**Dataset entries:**
☆ ☆ ☆

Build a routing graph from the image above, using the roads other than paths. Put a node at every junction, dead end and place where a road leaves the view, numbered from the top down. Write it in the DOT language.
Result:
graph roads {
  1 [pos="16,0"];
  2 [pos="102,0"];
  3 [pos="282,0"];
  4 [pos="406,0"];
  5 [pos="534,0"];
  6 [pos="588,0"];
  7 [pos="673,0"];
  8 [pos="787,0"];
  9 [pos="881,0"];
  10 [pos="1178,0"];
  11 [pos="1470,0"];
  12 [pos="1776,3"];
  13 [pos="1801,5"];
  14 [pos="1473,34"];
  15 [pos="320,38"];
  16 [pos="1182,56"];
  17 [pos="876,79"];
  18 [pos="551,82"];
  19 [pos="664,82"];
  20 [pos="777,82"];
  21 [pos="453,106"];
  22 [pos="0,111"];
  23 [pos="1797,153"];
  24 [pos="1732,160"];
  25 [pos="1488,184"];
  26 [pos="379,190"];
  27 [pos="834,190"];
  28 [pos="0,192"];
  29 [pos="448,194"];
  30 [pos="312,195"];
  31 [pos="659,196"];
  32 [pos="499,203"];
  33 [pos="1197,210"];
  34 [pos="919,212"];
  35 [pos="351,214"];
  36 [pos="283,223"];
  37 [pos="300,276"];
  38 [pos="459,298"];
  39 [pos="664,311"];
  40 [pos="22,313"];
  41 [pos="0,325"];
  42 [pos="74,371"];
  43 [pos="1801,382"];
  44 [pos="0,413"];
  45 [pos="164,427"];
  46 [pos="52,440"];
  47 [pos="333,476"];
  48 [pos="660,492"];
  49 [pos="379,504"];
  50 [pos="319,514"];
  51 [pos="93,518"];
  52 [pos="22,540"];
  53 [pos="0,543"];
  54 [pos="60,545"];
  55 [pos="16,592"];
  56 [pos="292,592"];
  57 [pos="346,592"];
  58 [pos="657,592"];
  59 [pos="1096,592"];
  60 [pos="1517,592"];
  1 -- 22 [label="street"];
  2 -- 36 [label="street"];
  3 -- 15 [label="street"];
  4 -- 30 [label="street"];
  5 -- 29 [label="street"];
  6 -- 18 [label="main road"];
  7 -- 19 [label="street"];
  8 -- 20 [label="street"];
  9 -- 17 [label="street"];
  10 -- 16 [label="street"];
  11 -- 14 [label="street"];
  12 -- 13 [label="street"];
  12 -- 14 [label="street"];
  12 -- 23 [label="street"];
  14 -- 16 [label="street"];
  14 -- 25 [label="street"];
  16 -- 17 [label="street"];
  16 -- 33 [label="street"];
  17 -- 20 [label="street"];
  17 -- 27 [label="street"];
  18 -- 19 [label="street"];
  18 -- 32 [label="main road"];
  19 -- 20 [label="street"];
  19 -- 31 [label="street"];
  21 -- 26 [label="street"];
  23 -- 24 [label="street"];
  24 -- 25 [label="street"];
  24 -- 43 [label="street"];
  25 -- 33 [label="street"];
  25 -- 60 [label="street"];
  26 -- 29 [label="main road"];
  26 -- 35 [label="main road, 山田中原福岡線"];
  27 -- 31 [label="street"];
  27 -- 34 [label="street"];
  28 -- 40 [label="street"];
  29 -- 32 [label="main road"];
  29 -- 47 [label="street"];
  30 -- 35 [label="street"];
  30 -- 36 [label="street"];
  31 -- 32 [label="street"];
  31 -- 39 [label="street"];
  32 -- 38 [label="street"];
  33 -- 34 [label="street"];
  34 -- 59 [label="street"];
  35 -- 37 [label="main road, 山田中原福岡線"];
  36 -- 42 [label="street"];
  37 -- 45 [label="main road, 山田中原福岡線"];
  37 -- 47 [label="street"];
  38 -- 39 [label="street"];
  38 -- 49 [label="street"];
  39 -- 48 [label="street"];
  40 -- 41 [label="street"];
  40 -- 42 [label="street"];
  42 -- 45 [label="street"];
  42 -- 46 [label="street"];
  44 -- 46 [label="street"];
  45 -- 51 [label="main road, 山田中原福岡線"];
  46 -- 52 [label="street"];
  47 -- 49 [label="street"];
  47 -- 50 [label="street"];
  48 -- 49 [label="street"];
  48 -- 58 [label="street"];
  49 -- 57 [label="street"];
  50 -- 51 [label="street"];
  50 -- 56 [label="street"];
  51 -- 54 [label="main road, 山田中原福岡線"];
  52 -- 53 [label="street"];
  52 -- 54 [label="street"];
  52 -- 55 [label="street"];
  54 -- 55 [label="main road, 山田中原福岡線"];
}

☆ ☆ ☆

Which of the lines above mention the word "graph"? Pull those lines out.

**The completed task:**
Build a routing graph from the image above, using the roads other than paths. Put a node at every junction, dead end and place where a road leaves the view, numbered from the top down. Write it in the DOT language.
graph roads {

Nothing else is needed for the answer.